Baghead’s soulful, honest belters lured us from the treeline into the arena like moths to a flame.
High-energy duo Polish Club sweated their way through an incredibly loud and raw set.
The Belligerents moved like no one else and The Cactus Channel got inside every head in the crowd – without a singer.
There was no shortage of references to late pop star Prince either.
Dan Sultan’s Purple Rain was powerful and devastating.
Sex on Toast, with their matching suits and slick moves, steamed up glasses and dilated pupils like their name commands.
Oka wrapped up Friday night with a sound impossible to ignore. Pulsing beats and hypnotic didgeridoo owned the crowd entirely.
The silent disco was definitely worth remembering but the only coherent memory I can offer involves grinding to The Prodigy while everyone else swayed to Elvis. So we’ll leave that.
Punters woke to a cold Saturday morning in Dashville with a fair few relying on their stubby cooler to get through that first 9am tinny.

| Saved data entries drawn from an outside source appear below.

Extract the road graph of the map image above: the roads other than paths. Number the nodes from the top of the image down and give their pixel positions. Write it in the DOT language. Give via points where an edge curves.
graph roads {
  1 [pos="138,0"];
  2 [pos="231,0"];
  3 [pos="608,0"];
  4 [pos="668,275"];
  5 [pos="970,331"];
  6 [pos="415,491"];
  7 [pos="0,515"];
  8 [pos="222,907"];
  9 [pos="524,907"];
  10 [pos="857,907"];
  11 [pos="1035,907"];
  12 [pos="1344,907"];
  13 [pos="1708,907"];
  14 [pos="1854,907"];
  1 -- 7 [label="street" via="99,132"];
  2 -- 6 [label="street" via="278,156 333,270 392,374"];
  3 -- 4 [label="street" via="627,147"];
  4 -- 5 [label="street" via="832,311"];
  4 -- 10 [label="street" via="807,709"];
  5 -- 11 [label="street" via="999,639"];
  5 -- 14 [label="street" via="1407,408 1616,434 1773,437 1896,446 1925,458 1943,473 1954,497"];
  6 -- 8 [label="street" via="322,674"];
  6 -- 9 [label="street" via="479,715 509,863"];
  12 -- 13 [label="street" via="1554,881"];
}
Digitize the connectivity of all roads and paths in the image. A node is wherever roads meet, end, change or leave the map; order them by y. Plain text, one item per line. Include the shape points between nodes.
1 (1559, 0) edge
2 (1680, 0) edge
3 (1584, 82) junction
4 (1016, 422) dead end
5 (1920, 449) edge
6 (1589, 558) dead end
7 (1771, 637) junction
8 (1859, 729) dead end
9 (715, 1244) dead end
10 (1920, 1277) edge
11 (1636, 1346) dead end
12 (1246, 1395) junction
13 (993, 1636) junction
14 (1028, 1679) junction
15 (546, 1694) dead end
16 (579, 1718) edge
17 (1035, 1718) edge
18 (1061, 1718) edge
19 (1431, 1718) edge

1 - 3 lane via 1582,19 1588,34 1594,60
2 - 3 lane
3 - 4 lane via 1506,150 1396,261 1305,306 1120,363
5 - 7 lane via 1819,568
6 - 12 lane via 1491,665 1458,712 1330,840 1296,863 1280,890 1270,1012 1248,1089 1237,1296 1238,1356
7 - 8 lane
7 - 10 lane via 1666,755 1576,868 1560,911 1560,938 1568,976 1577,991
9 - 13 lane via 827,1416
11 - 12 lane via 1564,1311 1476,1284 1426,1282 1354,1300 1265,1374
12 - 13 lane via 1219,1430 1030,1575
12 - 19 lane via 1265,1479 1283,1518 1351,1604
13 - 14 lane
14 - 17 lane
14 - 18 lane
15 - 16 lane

Some admirable folks stretched out on the yoga mats while the mere mortals, ourselves included, reached out for coffee and bacon and egg rolls from the geniuses at the Nighthawk Diner.
It was then a matter of gingerly pulling up a spot on the dewy grass and letting Newcastle funkmasters Dr Peach blow the dust off us with their brass section.
It only got heavier after that. While we wandered into town to shower and gather some form of coherency Dashville Progress Society was, apparently, blowing the roof off the joint.
By the time we got back Citizen Kay had the crowd pumping with massive hip hop.
Then it was time for a voice that rumbles the Grand Junction to its foundations on a semi-regular basis – Van Walker and the Heartbrokers.
In the words of the Junkyard’s publican himself, Jeff Lang and Walker’s combined force is the future of rock n’ roll.
The Op Shop Bop crowned a mermaid and a “Swedish hottie” as Queen of the Gum Ball and a ventriloquist dummy as King before William Crighton took the stage.
The giant with a voice to match would have made plenty of fans that night.
While the band played local artist Indeah Clark painted a surreal landscape of jagged hills and a sickly green moon.
As the crowd chanted along with Crighton, Clark parted the crowd and carried the artwork to the bonfire – throwing it on before the paint had even dried.
It was a dark and enthralling moment under the Belford stars.
There was really only one place it could go after that – You Am I. Tim Rogers powered through a set, proclaiming his love for the culture of the Gum Ball as he finished to rapturous applause.
“What a front man,” one member of the audience screamed in my ear over the feedback.
Hard to disagree.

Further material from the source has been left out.